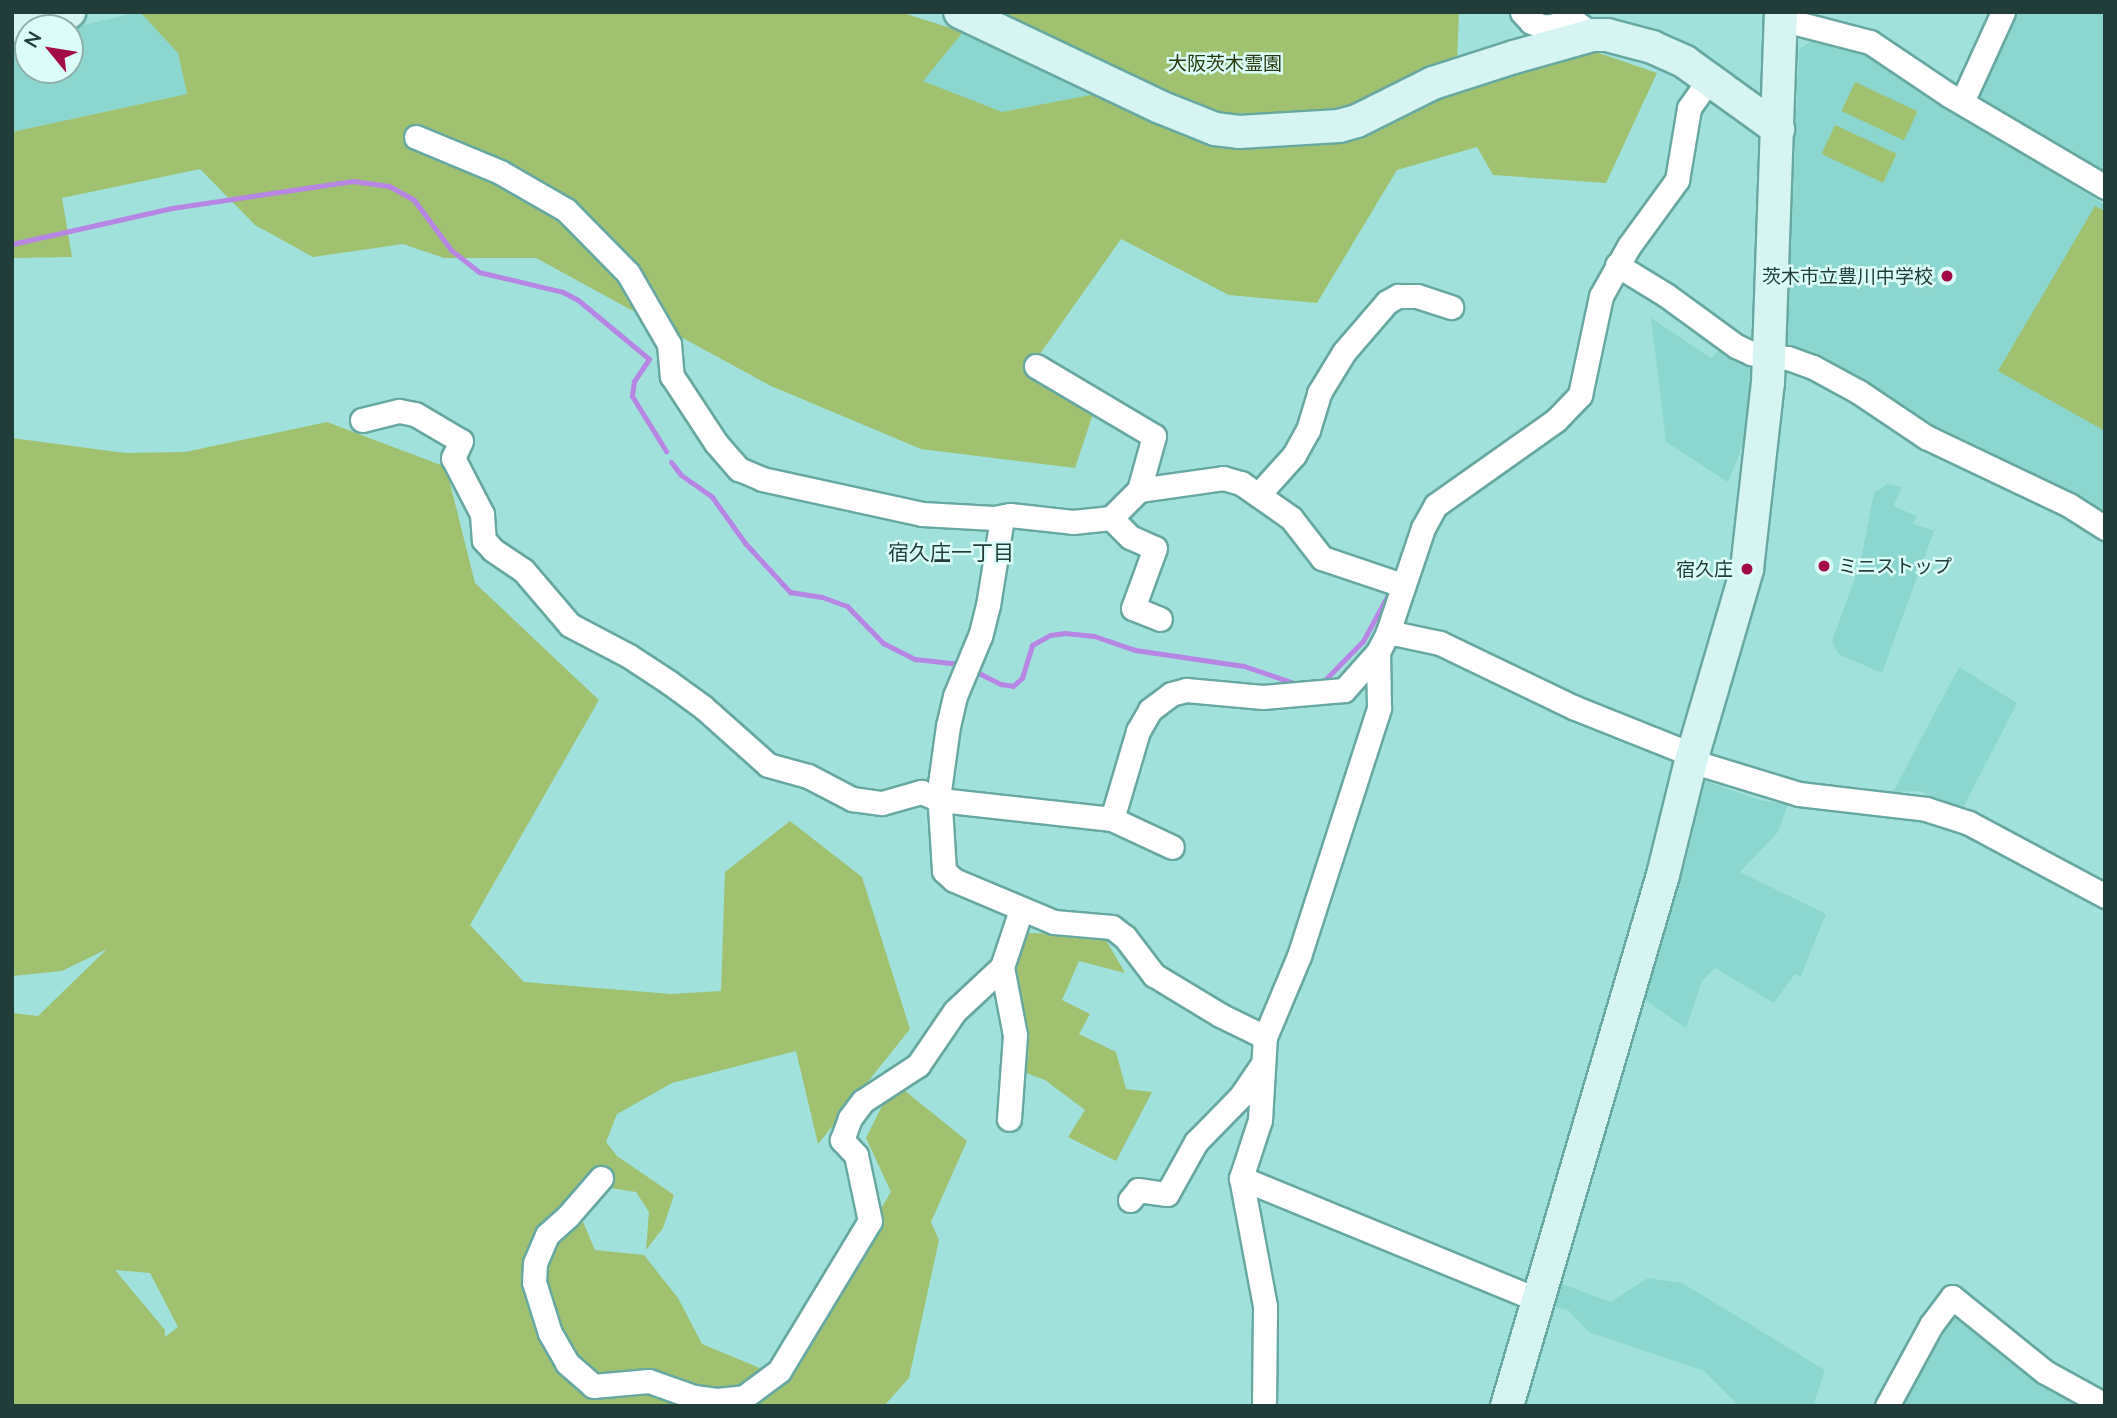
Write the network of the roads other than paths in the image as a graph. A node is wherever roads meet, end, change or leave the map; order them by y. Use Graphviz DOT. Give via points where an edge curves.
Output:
graph roads {
  1 [pos="69,12"];
  2 [pos="960,12"];
  3 [pos="1522,12"];
  4 [pos="2003,12"];
  5 [pos="1781,16"];
  6 [pos="12,26"];
  7 [pos="1593,35"];
  8 [pos="1709,79"];
  9 [pos="1962,102"];
  10 [pos="1778,129"];
  11 [pos="416,136"];
  12 [pos="2105,187"];
  13 [pos="1617,265"];
  14 [pos="1451,307"];
  15 [pos="1769,355"];
  16 [pos="1036,366"];
  17 [pos="362,420"];
  18 [pos="1139,491"];
  19 [pos="1258,495"];
  20 [pos="1002,518"];
  21 [pos="1111,518"];
  22 [pos="2105,528"];
  23 [pos="1402,585"];
  24 [pos="1160,619"];
  25 [pos="1383,642"];
  26 [pos="1692,758"];
  27 [pos="940,800"];
  28 [pos="1112,819"];
  29 [pos="1172,847"];
  30 [pos="2105,896"];
  31 [pos="1021,910"];
  32 [pos="1002,967"];
  33 [pos="1265,1037"];
  34 [pos="1262,1065"];
  35 [pos="1009,1119"];
  36 [pos="601,1178"];
  37 [pos="1241,1178"];
  38 [pos="1130,1200"];
  39 [pos="1539,1300"];
  40 [pos="2105,1405"];
  41 [pos="1264,1406"];
  42 [pos="1507,1406"];
  43 [pos="1887,1406"];
  1 -- 6 [label="street"];
  2 -- 7 [label="street" via="1200,125 1239,132 1339,126 1433,83"];
  3 -- 7 [label="street" via="1545,27 1574,21"];
  4 -- 9 [label="street"];
  5 -- 9 [label="street" via="1870,42"];
  5 -- 10 [label="street"];
  7 -- 8 [label="street" via="1653,47"];
  8 -- 10 [label="street"];
  8 -- 13 [label="street" via="1689,108 1677,180"];
  9 -- 12 [label="street"];
  10 -- 15 [label="street"];
  11 -- 20 [label="street" via="500,172 566,211 628,273 670,344 672,376 738,469 762,479 922,514"];
  13 -- 15 [label="street" via="1720,337 1751,353"];
  13 -- 23 [label="street" via="1599,304 1580,395 1556,421 1436,505"];
  14 -- 19 [label="street" via="1417,296 1398,296 1387,302 1338,361 1319,393 1308,430"];
  15 -- 22 [label="street" via="1830,375 1926,437 2058,500"];
  15 -- 26 [label="street" via="1761,468 1747,569"];
  16 -- 18 [label="street" via="1154,436"];
  17 -- 27 [label="street" via="399,411 415,414 461,442 453,458 482,514 484,540 493,550 523,570 570,625 670,683 768,765 808,776 852,799 882,803 922,792"];
  18 -- 19 [label="street" via="1223,478"];
  18 -- 21 [label="street"];
  19 -- 23 [label="street" via="1291,518 1322,558"];
  20 -- 21 [label="street" via="1073,522"];
  20 -- 27 [label="street" via="983,626 952,704"];
  21 -- 24 [label="street" via="1130,537 1155,548 1133,608"];
  23 -- 25 [label="street"];
  25 -- 26 [label="street" via="1440,643"];
  25 -- 28 [label="street" via="1344,690 1264,696 1186,690 1171,694 1150,710 1138,731"];
  25 -- 33 [label="street" via="1379,708 1299,956"];
  26 -- 30 [label="street" via="1799,794 1926,809 1969,823"];
  26 -- 39 [label="street" via="1663,875"];
  27 -- 28 [label="street"];
  27 -- 31 [label="street" via="944,871 954,880"];
  28 -- 29 [label="street"];
  31 -- 32 [label="street"];
  31 -- 33 [label="street" via="1054,922 1112,927 1154,975"];
  32 -- 35 [label="street" via="1015,1035"];
  32 -- 36 [label="street" via="955,1011 918,1065 856,1107 842,1140 856,1155 870,1221 779,1371 744,1397 694,1397 649,1381 593,1386 567,1363 550,1333 534,1282 535,1263 547,1234"];
  33 -- 34 [label="street"];
  34 -- 37 [label="street" via="1260,1120"];
  34 -- 38 [label="street" via="1241,1096 1196,1142 1167,1194 1138,1190"];
  37 -- 39 [label="street"];
  37 -- 41 [label="street" via="1265,1306"];
  39 -- 42 [label="street"];
  40 -- 43 [label="street" via="2045,1372 1952,1297 1931,1325"];
}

**EXERCISE DESCRIPTION**: Working through the listing above, count every line that holds "graph" and answer with the count alone.

**RESPONSE BELOW**: 2